XLM-RoBERTa Large SQuAD2
Property | Value |
---|---|
Base Architecture | XLM-RoBERTa Large |
Task | Extractive Question Answering |
Training Data | SQuAD 2.0 |
Languages | Multilingual |
Author | deepset |
Model URL | deepset/xlm-roberta-large-squad2 |
What is xlm-roberta-large-squad2?
XLM-RoBERTa Large SQuAD2 is a multilingual question answering model built on the XLM-RoBERTa large architecture and fine-tuned on the SQuAD 2.0 dataset. The model excels at extractive QA tasks across multiple languages, demonstrating impressive performance metrics including 83.79% F1 score on the English SQuAD 2.0 dev set and strong results on German MLQA and XQuAD datasets.
Implementation Details
The model was trained with carefully selected hyperparameters including a batch size of 32, 3 epochs, and a maximum sequence length of 256. It uses a linear warmup learning rate schedule with a warmup proportion of 0.2 and a base learning rate of 1e-5. The training infrastructure utilized 4 Tesla V100 GPUs for optimal performance.
- Maximum query length: 64 tokens
- Document stride: 128 tokens
- Base model: xlm-roberta-large
- Integration support for both Haystack and Transformers libraries
Core Capabilities
- Multilingual extractive question answering
- High performance on English QA (79.46% exact match, 83.79% F1 score)

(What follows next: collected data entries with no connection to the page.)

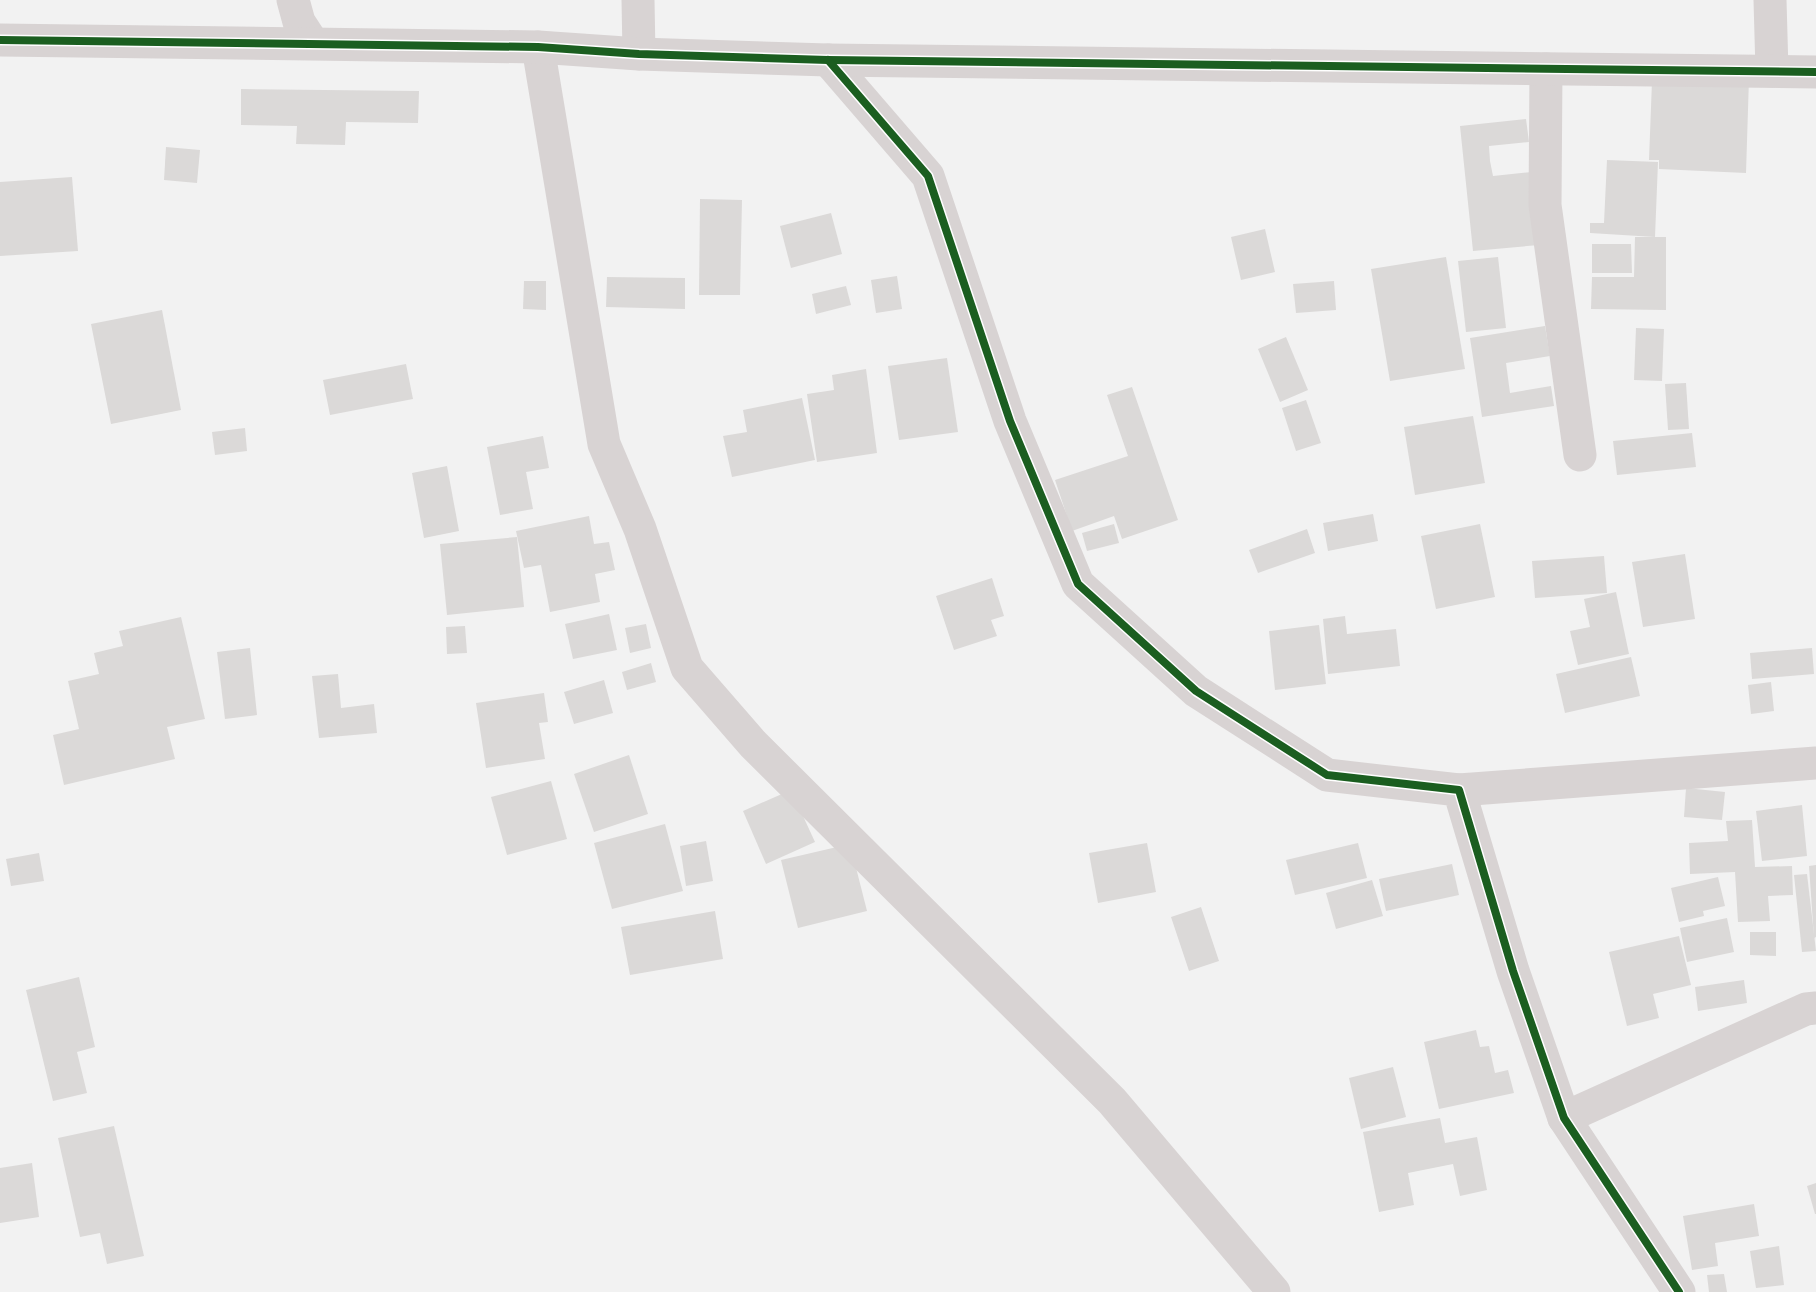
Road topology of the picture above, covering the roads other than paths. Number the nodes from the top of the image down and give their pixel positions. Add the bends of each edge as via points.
1 (293, 0) edge
2 (638, 0) edge
3 (1770, 0) edge
4 (0, 40) edge
5 (312, 42) junction
6 (538, 47) junction
7 (639, 54) junction
8 (828, 60) junction
9 (1546, 69) junction
10 (1772, 71) junction
11 (1816, 72) edge
12 (1580, 454) dead end
13 (1816, 763) edge
14 (1460, 790) junction
15 (1816, 1008) edge
16 (1564, 1119) junction
17 (1274, 1292) edge
18 (1679, 1292) edge

1 - 5 street via 299,22
2 - 7 street
3 - 10 street
4 - 5 street
5 - 6 street
6 - 7 street
6 - 17 street via 604,444 640,530 687,668 753,744 1112,1101
7 - 8 street
8 - 9 street
8 - 14 street via 928,176 1010,421 1077,584 1196,692 1326,775
9 - 10 street
9 - 12 street via 1545,205
10 - 11 street
13 - 14 street
14 - 16 street via 1514,971
15 - 16 street via 1806,1009
16 - 18 street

- Strong German language support (61.51% exact match on XQuAD)
- No-answer detection capability
- Scalable document processing
Frequently Asked Questions
Q: What makes this model unique?
This model combines the powerful multilingual capabilities of XLM-RoBERTa with sophisticated question answering abilities, making it especially valuable for organizations requiring multilingual QA solutions. Its strong performance across different languages and ability to handle no-answer scenarios makes it particularly versatile.
Q: What are the recommended use cases?
The model is ideal for building multilingual question answering systems, document search applications, and information extraction tools. It's particularly well-suited for applications requiring cross-lingual capabilities and can be efficiently integrated into production systems using frameworks like Haystack.